- **Action item**: Write out the full listing below exactly as given.

BEGIN Information supplied

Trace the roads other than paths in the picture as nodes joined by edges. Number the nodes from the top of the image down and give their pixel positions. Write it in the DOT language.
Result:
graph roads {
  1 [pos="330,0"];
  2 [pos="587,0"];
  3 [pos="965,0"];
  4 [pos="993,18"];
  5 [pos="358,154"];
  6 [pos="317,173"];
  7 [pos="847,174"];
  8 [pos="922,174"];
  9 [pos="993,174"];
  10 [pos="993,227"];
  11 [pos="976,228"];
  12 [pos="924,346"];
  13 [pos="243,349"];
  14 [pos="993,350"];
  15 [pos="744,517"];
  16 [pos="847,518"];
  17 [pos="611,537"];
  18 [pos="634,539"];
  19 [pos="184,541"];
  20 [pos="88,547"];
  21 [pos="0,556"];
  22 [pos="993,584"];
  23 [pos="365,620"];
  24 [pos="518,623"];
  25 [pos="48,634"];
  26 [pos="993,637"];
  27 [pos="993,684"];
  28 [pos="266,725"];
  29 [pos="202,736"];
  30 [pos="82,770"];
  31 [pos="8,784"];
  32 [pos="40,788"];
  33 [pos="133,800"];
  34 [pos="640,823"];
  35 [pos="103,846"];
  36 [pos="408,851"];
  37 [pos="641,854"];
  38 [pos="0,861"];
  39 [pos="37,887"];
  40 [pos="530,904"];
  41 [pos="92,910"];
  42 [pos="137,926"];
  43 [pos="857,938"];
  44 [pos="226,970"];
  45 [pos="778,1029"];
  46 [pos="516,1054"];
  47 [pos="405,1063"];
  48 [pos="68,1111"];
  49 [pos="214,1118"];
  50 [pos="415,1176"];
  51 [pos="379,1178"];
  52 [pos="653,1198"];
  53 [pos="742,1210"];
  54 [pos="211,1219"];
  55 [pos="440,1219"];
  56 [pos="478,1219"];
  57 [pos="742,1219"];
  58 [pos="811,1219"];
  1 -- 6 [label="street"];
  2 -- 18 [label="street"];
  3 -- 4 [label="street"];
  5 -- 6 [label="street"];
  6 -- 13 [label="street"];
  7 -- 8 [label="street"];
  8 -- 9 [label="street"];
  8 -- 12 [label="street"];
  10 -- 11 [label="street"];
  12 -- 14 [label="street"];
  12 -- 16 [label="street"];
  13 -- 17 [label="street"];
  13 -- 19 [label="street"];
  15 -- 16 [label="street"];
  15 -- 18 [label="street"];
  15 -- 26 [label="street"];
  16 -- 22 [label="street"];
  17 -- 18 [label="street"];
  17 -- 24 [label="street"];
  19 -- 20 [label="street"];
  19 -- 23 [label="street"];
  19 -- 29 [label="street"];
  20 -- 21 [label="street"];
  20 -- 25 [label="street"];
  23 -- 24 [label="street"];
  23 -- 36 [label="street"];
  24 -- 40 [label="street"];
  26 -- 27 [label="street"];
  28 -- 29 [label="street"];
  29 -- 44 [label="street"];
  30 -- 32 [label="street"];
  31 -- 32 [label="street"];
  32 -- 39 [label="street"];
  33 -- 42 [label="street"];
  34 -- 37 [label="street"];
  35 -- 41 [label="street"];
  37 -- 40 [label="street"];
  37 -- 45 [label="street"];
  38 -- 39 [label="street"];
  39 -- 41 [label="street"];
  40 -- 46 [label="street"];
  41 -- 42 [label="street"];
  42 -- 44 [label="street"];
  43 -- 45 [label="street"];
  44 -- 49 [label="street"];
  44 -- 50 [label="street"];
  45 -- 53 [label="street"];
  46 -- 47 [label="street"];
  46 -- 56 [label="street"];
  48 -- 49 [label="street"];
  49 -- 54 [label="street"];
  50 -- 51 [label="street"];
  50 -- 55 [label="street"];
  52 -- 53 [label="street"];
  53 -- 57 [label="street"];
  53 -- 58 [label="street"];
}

END Information supplied

- **Written solution**:
Trace the roads other than paths in the picture as nodes joined by edges. Number the nodes from the top of the image down and give their pixel positions. Write it in the DOT language.
Result:
graph roads {
  1 [pos="330,0"];
  2 [pos="587,0"];
  3 [pos="965,0"];
  4 [pos="993,18"];
  5 [pos="358,154"];
  6 [pos="317,173"];
  7 [pos="847,174"];
  8 [pos="922,174"];
  9 [pos="993,174"];
  10 [pos="993,227"];
  11 [pos="976,228"];
  12 [pos="924,346"];
  13 [pos="243,349"];
  14 [pos="993,350"];
  15 [pos="744,517"];
  16 [pos="847,518"];
  17 [pos="611,537"];
  18 [pos="634,539"];
  19 [pos="184,541"];
  20 [pos="88,547"];
  21 [pos="0,556"];
  22 [pos="993,584"];
  23 [pos="365,620"];
  24 [pos="518,623"];
  25 [pos="48,634"];
  26 [pos="993,637"];
  27 [pos="993,684"];
  28 [pos="266,725"];
  29 [pos="202,736"];
  30 [pos="82,770"];
  31 [pos="8,784"];
  32 [pos="40,788"];
  33 [pos="133,800"];
  34 [pos="640,823"];
  35 [pos="103,846"];
  36 [pos="408,851"];
  37 [pos="641,854"];
  38 [pos="0,861"];
  39 [pos="37,887"];
  40 [pos="530,904"];
  41 [pos="92,910"];
  42 [pos="137,926"];
  43 [pos="857,938"];
  44 [pos="226,970"];
  45 [pos="778,1029"];
  46 [pos="516,1054"];
  47 [pos="405,1063"];
  48 [pos="68,1111"];
  49 [pos="214,1118"];
  50 [pos="415,1176"];
  51 [pos="379,1178"];
  52 [pos="653,1198"];
  53 [pos="742,1210"];
  54 [pos="211,1219"];
  55 [pos="440,1219"];
  56 [pos="478,1219"];
  57 [pos="742,1219"];
  58 [pos="811,1219"];
  1 -- 6 [label="street"];
  2 -- 18 [label="street"];
  3 -- 4 [label="street"];
  5 -- 6 [label="street"];
  6 -- 13 [label="street"];
  7 -- 8 [label="street"];
  8 -- 9 [label="street"];
  8 -- 12 [label="street"];
  10 -- 11 [label="street"];
  12 -- 14 [label="street"];
  12 -- 16 [label="street"];
  13 -- 17 [label="street"];
  13 -- 19 [label="street"];
  15 -- 16 [label="street"];
  15 -- 18 [label="street"];
  15 -- 26 [label="street"];
  16 -- 22 [label="street"];
  17 -- 18 [label="street"];
  17 -- 24 [label="street"];
  19 -- 20 [label="street"];
  19 -- 23 [label="street"];
  19 -- 29 [label="street"];
  20 -- 21 [label="street"];
  20 -- 25 [label="street"];
  23 -- 24 [label="street"];
  23 -- 36 [label="street"];
  24 -- 40 [label="street"];
  26 -- 27 [label="street"];
  28 -- 29 [label="street"];
  29 -- 44 [label="street"];
  30 -- 32 [label="street"];
  31 -- 32 [label="street"];
  32 -- 39 [label="street"];
  33 -- 42 [label="street"];
  34 -- 37 [label="street"];
  35 -- 41 [label="street"];
  37 -- 40 [label="street"];
  37 -- 45 [label="street"];
  38 -- 39 [label="street"];
  39 -- 41 [label="street"];
  40 -- 46 [label="street"];
  41 -- 42 [label="street"];
  42 -- 44 [label="street"];
  43 -- 45 [label="street"];
  44 -- 49 [label="street"];
  44 -- 50 [label="street"];
  45 -- 53 [label="street"];
  46 -- 47 [label="street"];
  46 -- 56 [label="street"];
  48 -- 49 [label="street"];
  49 -- 54 [label="street"];
  50 -- 51 [label="street"];
  50 -- 55 [label="street"];
  52 -- 53 [label="street"];
  53 -- 57 [label="street"];
  53 -- 58 [label="street"];
}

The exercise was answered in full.